*What you have to do*: Repeat verbatim, and only, the lines of the data below, beginning at the line that contains "thumb mcp: (107, 131)" and stopping after the line that contains "index mcp: (852, 597)".

*Given information*:
===============

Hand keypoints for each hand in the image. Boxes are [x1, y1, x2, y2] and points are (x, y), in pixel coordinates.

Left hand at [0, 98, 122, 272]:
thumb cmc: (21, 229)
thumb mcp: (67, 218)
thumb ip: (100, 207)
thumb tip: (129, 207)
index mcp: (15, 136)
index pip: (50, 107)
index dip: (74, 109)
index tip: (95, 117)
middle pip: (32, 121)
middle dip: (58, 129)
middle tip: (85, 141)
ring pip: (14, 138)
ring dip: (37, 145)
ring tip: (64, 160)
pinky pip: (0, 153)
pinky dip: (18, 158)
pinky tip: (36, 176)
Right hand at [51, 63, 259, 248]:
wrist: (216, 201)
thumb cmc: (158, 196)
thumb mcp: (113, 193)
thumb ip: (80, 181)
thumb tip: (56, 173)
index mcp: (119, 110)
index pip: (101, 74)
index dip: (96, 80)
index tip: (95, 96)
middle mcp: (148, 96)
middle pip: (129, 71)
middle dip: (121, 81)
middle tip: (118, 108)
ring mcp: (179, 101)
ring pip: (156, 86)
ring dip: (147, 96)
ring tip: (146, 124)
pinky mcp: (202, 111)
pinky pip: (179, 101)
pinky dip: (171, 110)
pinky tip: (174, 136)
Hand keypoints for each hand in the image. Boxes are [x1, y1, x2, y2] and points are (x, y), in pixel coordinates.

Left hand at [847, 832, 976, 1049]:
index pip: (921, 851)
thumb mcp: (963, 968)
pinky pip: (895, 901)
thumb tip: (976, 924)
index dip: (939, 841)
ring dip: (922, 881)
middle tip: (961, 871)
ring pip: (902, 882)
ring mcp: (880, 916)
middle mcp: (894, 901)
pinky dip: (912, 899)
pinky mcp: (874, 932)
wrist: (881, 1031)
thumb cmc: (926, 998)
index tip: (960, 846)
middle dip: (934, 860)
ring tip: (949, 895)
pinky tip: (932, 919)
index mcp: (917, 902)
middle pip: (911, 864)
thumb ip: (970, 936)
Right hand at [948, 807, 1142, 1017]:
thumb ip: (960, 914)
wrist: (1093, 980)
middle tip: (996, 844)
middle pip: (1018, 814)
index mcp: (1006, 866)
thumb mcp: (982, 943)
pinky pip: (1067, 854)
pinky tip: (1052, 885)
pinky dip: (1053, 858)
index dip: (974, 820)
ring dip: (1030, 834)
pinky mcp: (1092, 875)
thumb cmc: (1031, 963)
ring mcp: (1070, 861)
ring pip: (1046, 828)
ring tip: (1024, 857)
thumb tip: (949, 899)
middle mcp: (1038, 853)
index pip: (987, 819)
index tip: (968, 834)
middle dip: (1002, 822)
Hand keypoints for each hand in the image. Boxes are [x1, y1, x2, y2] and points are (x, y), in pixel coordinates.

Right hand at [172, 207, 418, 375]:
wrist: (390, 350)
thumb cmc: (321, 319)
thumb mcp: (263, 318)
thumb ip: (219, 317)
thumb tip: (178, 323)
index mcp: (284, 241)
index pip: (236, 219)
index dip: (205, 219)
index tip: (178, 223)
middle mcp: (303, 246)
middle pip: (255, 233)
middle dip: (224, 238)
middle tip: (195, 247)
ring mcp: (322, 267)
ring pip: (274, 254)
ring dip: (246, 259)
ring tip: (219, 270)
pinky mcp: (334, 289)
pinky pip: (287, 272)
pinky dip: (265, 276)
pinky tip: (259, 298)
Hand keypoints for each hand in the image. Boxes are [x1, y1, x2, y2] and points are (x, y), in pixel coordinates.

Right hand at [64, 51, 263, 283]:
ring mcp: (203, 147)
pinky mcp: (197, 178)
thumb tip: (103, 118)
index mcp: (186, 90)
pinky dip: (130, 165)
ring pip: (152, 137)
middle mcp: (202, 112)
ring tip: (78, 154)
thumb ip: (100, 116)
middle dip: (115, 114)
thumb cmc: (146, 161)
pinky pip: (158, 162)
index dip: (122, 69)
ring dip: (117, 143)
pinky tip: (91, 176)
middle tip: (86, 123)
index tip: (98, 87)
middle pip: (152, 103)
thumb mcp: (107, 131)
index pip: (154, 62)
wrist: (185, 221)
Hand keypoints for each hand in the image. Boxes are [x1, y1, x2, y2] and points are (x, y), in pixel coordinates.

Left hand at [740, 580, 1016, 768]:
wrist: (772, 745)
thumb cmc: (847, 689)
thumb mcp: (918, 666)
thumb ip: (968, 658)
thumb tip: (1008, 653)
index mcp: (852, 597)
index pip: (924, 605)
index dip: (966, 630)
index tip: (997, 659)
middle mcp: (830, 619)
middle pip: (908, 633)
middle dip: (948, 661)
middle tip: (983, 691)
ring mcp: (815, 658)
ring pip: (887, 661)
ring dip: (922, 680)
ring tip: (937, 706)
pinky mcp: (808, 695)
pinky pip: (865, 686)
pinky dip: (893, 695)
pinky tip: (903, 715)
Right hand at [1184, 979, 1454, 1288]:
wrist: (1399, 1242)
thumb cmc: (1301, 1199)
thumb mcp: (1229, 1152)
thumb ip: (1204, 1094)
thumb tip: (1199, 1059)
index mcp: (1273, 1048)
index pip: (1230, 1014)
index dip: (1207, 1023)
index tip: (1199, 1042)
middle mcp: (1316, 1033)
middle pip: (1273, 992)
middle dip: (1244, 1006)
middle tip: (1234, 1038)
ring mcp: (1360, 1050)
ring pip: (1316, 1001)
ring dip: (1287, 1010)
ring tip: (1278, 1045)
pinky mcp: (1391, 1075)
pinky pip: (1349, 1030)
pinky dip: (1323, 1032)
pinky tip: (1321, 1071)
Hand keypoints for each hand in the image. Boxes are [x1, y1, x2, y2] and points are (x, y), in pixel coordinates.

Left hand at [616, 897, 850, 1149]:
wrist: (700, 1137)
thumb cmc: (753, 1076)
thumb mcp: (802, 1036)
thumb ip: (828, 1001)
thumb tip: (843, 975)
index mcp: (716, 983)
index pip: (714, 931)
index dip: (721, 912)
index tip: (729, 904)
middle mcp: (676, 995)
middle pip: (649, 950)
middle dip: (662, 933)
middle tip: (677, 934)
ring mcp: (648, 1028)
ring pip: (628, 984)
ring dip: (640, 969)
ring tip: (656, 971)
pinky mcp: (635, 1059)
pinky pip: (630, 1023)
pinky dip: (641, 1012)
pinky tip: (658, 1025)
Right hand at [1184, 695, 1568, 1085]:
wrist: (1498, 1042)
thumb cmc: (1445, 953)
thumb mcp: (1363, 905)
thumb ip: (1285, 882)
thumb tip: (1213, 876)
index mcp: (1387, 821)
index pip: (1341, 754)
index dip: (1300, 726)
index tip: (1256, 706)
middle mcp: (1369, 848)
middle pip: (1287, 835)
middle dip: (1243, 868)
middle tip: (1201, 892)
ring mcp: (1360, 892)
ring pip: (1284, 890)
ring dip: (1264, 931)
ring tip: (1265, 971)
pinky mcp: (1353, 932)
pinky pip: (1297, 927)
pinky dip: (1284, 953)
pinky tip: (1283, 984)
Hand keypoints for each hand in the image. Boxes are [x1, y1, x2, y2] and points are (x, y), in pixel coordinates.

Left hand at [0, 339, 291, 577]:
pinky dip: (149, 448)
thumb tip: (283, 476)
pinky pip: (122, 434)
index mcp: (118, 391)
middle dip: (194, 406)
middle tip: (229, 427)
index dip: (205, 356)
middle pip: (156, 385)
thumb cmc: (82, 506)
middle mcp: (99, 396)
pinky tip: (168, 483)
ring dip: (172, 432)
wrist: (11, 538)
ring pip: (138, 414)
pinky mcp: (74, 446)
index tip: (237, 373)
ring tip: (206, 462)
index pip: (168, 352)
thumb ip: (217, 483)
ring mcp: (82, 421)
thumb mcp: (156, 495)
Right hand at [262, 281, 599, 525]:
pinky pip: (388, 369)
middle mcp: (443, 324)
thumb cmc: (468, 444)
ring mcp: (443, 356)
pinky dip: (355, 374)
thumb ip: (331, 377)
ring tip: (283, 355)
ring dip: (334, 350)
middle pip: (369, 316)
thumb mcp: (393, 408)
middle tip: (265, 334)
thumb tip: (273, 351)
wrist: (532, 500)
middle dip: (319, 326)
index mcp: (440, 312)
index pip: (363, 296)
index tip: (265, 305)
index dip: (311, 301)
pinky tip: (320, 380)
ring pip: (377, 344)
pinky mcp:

===============

*Response to the task*:
thumb mcp: (107, 131)
index pip: (154, 62)
wrist: (185, 221)
Hand keypoints for each hand in the image. Boxes are [x1, y1, x2, y2] and points are (x, y), in pixel coordinates.

Left hand at [740, 580, 1016, 768]:
wrist: (772, 745)
thumb cmc: (847, 689)
thumb mcp: (918, 666)
thumb ip: (968, 658)
thumb tip: (1008, 653)
index mcp: (852, 597)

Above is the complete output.